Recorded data
------------------------------------------------

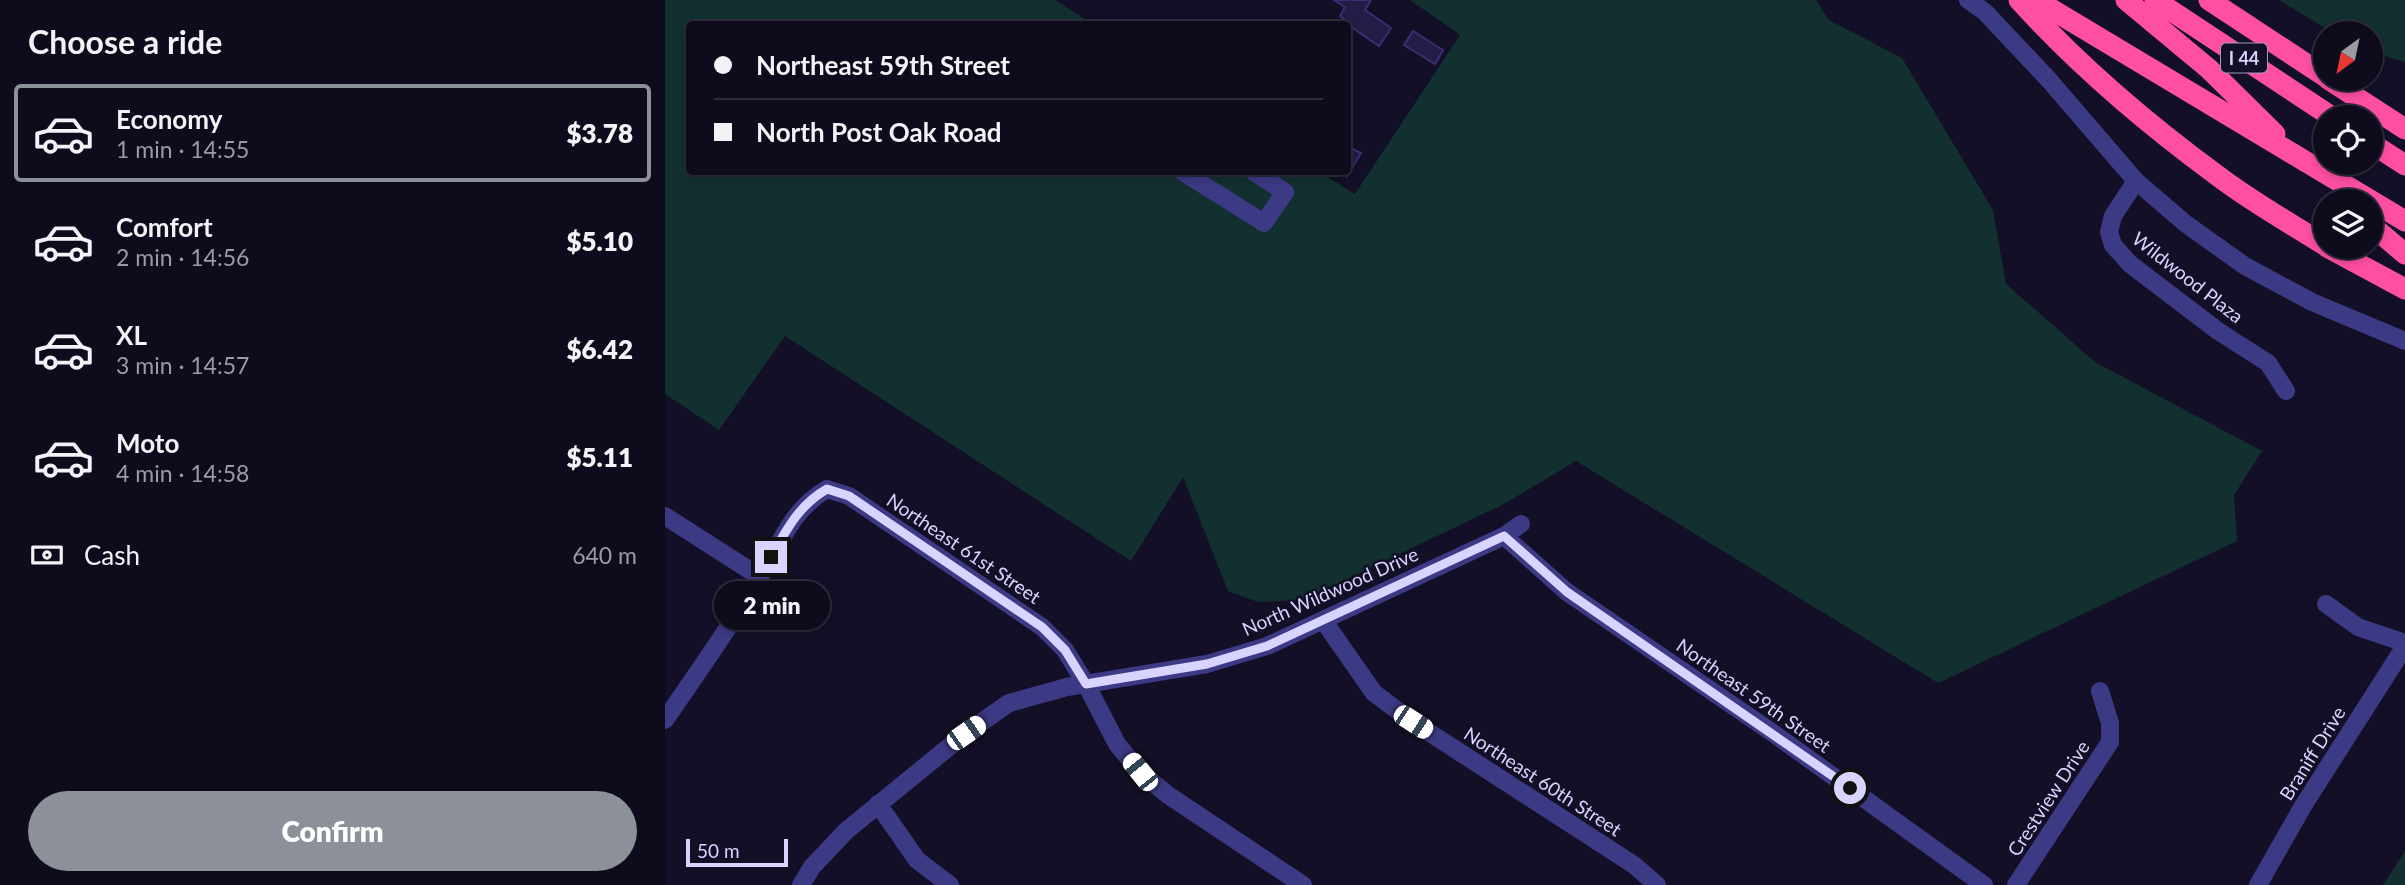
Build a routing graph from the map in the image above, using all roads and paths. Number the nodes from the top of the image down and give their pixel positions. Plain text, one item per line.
1 (1968, 0) edge
2 (2018, 0) edge
3 (2036, 0) edge
4 (2126, 0) edge
5 (2155, 0) edge
6 (2209, 0) edge
7 (2225, 0) edge
8 (2261, 35) junction
9 (2313, 69) edge
10 (2347, 91) edge
11 (2314, 105) edge
12 (2405, 129) edge
13 (2383, 151) edge
14 (2405, 165) edge
15 (1189, 175) edge
16 (1262, 175) edge
17 (2136, 181) junction
18 (2333, 189) edge
19 (2405, 221) edge
20 (2383, 235) edge
21 (2313, 238) edge
22 (2405, 254) edge
23 (2350, 259) edge
24 (2405, 289) edge
25 (2405, 341) edge
26 (2286, 391) dead end
27 (665, 516) edge
28 (1521, 524) dead end
29 (1504, 536) junction
30 (760, 577) junction
31 (2326, 604) dead end
32 (1323, 620) junction
33 (2405, 644) edge
34 (1086, 684) junction
35 (2100, 691) dead end
36 (665, 720) edge
37 (878, 804) junction
38 (801, 885) edge
39 (950, 885) edge
40 (1303, 885) edge
41 (1657, 885) edge
42 (1984, 885) edge
43 (2017, 885) edge
44 (2257, 885) edge

1 - 17 street
2 - 21 highway
3 - 19 highway
4 - 18 highway
5 - 11 highway, I 44
6 - 8 highway, I 44
7 - 8 highway
8 - 9 highway, I 44
10 - 12 highway, I 44
13 - 14 highway
15 - 16 street
17 - 25 street
17 - 26 street, Wildwood Plaza
20 - 22 highway
23 - 24 highway
27 - 30 street
28 - 29 street, North Wildwood Drive
29 - 32 street, North Wildwood Drive
29 - 42 street, Northeast 59th Street
30 - 34 street, Northeast 61st Street
30 - 36 street
31 - 33 street
32 - 34 street, North Wildwood Drive
32 - 41 street, Northeast 60th Street
33 - 44 street, Braniff Drive
34 - 37 street, North Wildwood Drive
34 - 40 street, Northeast 61st Street
35 - 43 street, Crestview Drive
37 - 38 street, North Wildwood Drive
37 - 39 street

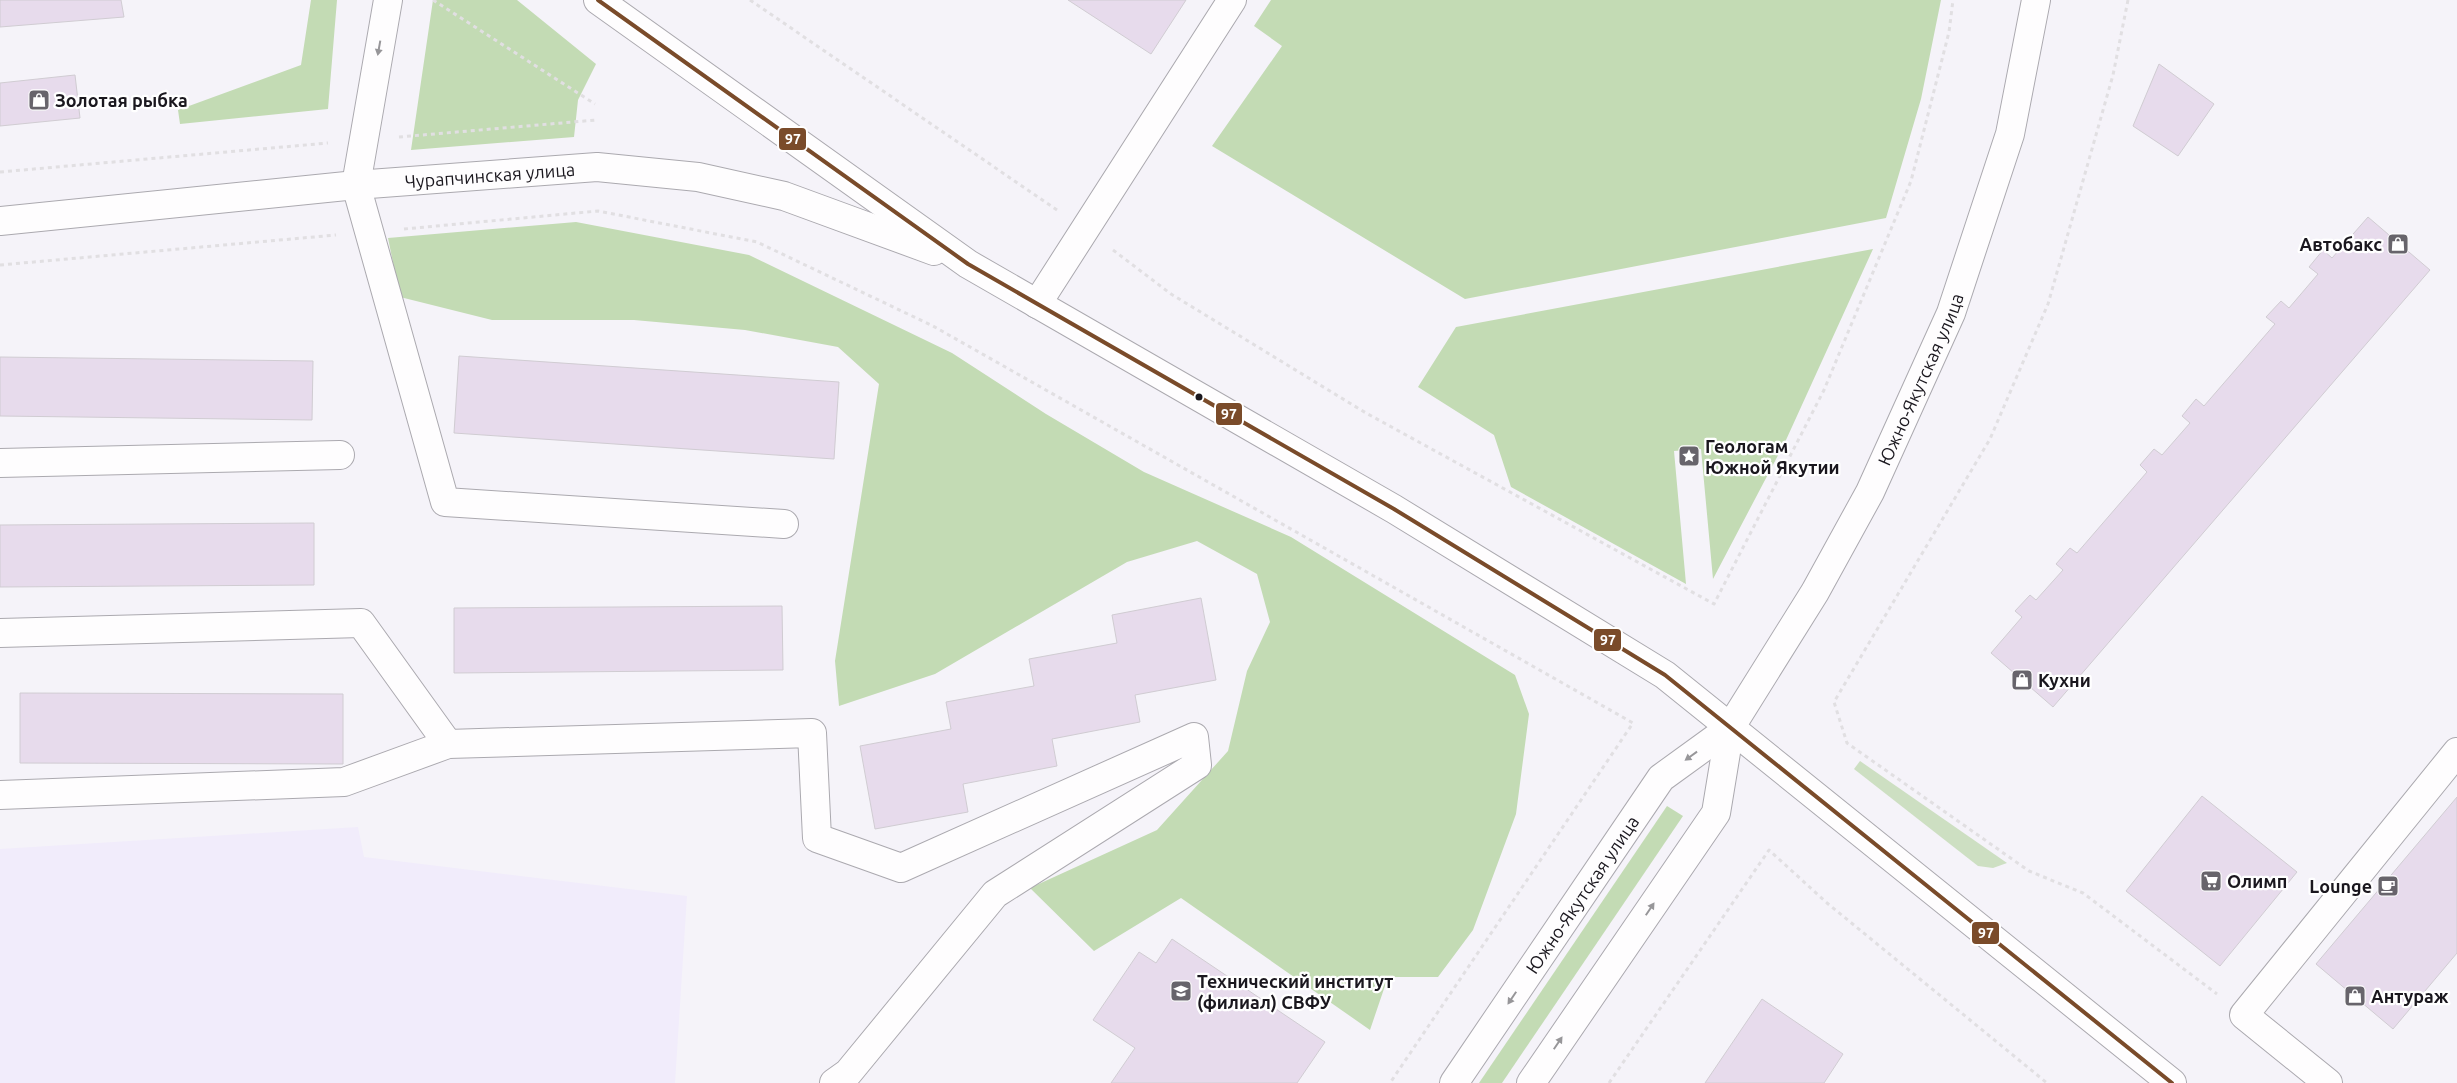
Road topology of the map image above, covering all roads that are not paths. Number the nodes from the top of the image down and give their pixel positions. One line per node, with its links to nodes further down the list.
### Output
1 (388, 0): 5 (street, one-way to 5)
2 (598, 0): 7 (street)
3 (1232, 0): 8 (street)
4 (2036, 0): 13 (street, Южно-Якутская улица)
5 (356, 184): 6 (street, Чурапчинская улица); 7 (street, Чурапчинская улица); 11 (street)
6 (0, 221)
7 (968, 264): 8 (street)
8 (1037, 304): 13 (street)
9 (340, 455): 10 (street)
10 (0, 463)
11 (784, 524)
12 (0, 633): 14 (street)
13 (1730, 728): 18 (street, Южно-Якутская улица, one-way to 18); 19 (street, Южно-Якутская улица, one-way to 13); 20 (street)
14 (448, 744): 16 (street); 17 (street)
15 (2457, 752): 21 (street)
16 (0, 795)
17 (834, 1083)
18 (1454, 1083)
19 (1531, 1083)
20 (2172, 1083)
21 (2328, 1083)

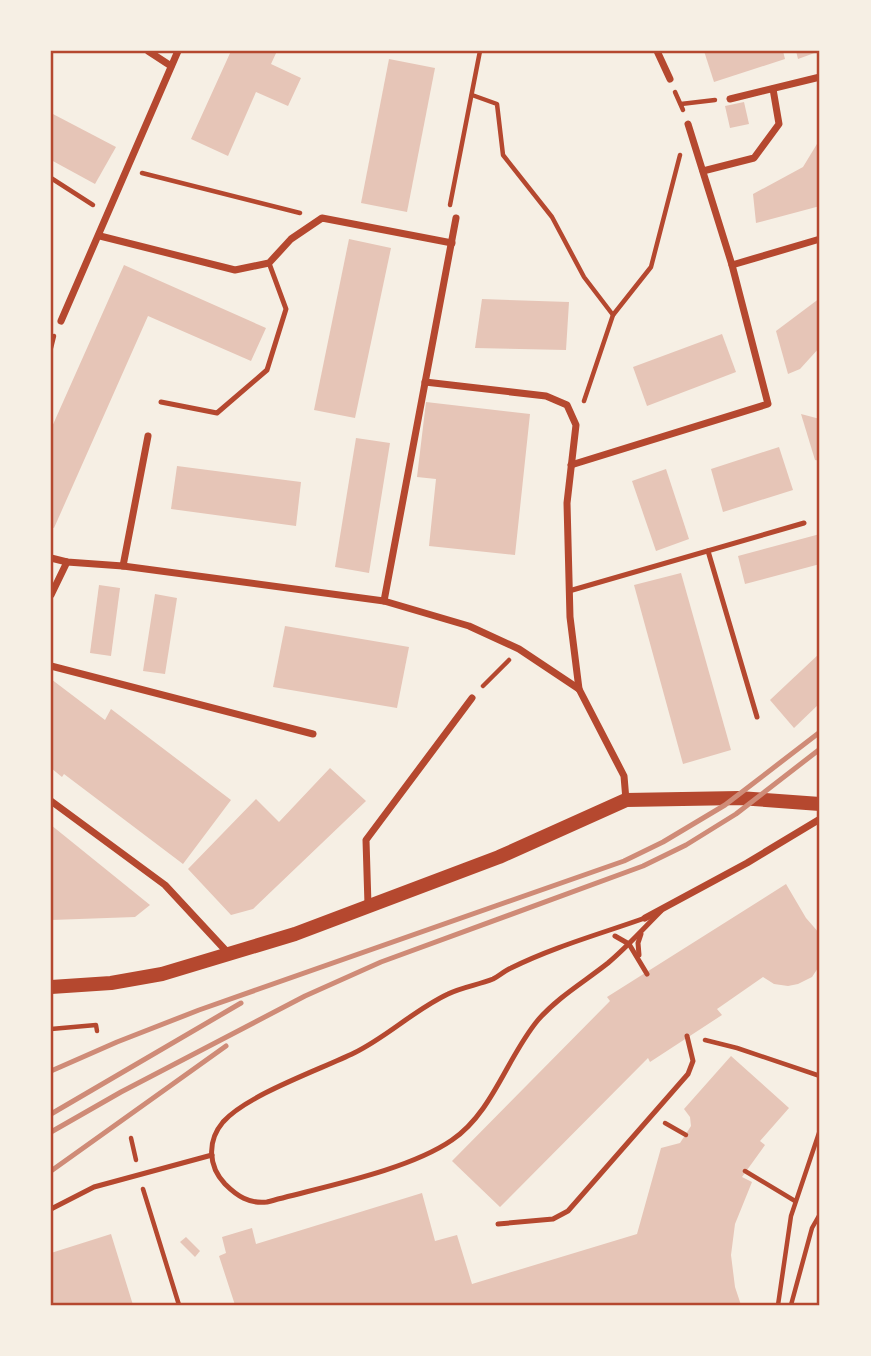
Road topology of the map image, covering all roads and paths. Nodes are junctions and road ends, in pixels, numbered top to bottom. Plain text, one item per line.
1 (148, 51) edge
2 (178, 51) edge
3 (480, 51) edge
4 (657, 51) edge
5 (172, 66) junction
6 (820, 77) edge
7 (670, 79) joint
8 (773, 89) junction
9 (472, 95) junction
10 (730, 99) joint
11 (681, 104) junction
12 (688, 124) junction
13 (128, 169) junction
14 (702, 171) junction
15 (51, 178) edge
16 (108, 215) junction
17 (323, 218) junction
18 (456, 218) joint
19 (100, 236) junction
20 (820, 239) edge
21 (452, 243) junction
22 (269, 263) junction
23 (732, 265) junction
24 (612, 315) junction
25 (61, 321) dead end
26 (425, 382) junction
27 (161, 402) dead end
28 (576, 425) junction
29 (148, 436) dead end
30 (571, 466) junction
31 (804, 523) dead end
32 (708, 551) junction
33 (51, 558) edge
34 (67, 562) junction
35 (123, 566) junction
36 (569, 592) junction
37 (51, 595) edge
38 (384, 601) junction
39 (519, 649) junction
40 (51, 666) edge
41 (579, 689) junction
42 (472, 698) joint
43 (757, 717) dead end
44 (313, 734) dead end
45 (626, 800) junction
46 (51, 801) edge
47 (820, 804) edge
48 (820, 819) edge
49 (368, 905) junction
50 (645, 922) junction
51 (615, 936) dead end
52 (629, 944) junction
53 (229, 954) junction
54 (640, 960) junction
55 (647, 974) dead end
56 (51, 987) edge
57 (51, 1029) edge
58 (97, 1031) dead end
59 (687, 1037) joint
60 (820, 1076) edge
61 (820, 1130) edge
62 (131, 1138) dead end
63 (212, 1155) junction
64 (745, 1171) dead end
65 (139, 1174) junction
66 (796, 1201) junction
67 (51, 1209) edge
68 (820, 1214) edge
69 (498, 1224) dead end
70 (179, 1305) edge
71 (778, 1305) edge
72 (791, 1305) edge

1 - 5 street
2 - 5 street
3 - 9 path
4 - 7 street
5 - 13 street
6 - 8 street
7 - 11 path
8 - 10 street
8 - 14 street
9 - 18 path
9 - 24 path
10 - 11 path
11 - 12 path
12 - 14 street
12 - 24 path
13 - 16 street
13 - 17 path
14 - 23 street
15 - 16 path
16 - 19 street
17 - 21 street
17 - 22 street
18 - 21 street
19 - 22 street
19 - 25 street
20 - 23 street
21 - 26 street
22 - 27 lane
23 - 30 street
24 - 28 path
26 - 28 street
26 - 38 street
28 - 30 street
29 - 35 street
30 - 36 street
31 - 32 lane
32 - 36 lane
32 - 43 lane
33 - 34 street
34 - 35 street
34 - 37 street
35 - 38 street
36 - 41 street
38 - 39 street
39 - 41 street
39 - 42 path
40 - 44 street
41 - 45 street
42 - 49 street
45 - 47 main road
45 - 49 main road
46 - 53 street
48 - 50 street
49 - 53 main road
50 - 52 lane
50 - 54 lane
50 - 63 lane
51 - 52 lane
52 - 54 lane
52 - 63 lane
53 - 56 main road
54 - 55 lane
57 - 58 path
59 - 60 path
59 - 69 lane
61 - 66 path
62 - 65 path
63 - 65 lane
64 - 66 path
65 - 67 lane
65 - 70 path
66 - 71 path
68 - 72 path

------------------------------------------------

ACTIVITY:
Return every line from the entries above that contains the word "Northeast".

ANSWER SECTION:
29 - 42 street, Northeast 59th Street
30 - 34 street, Northeast 61st Street
32 - 41 street, Northeast 60th Street
34 - 40 street, Northeast 61st Street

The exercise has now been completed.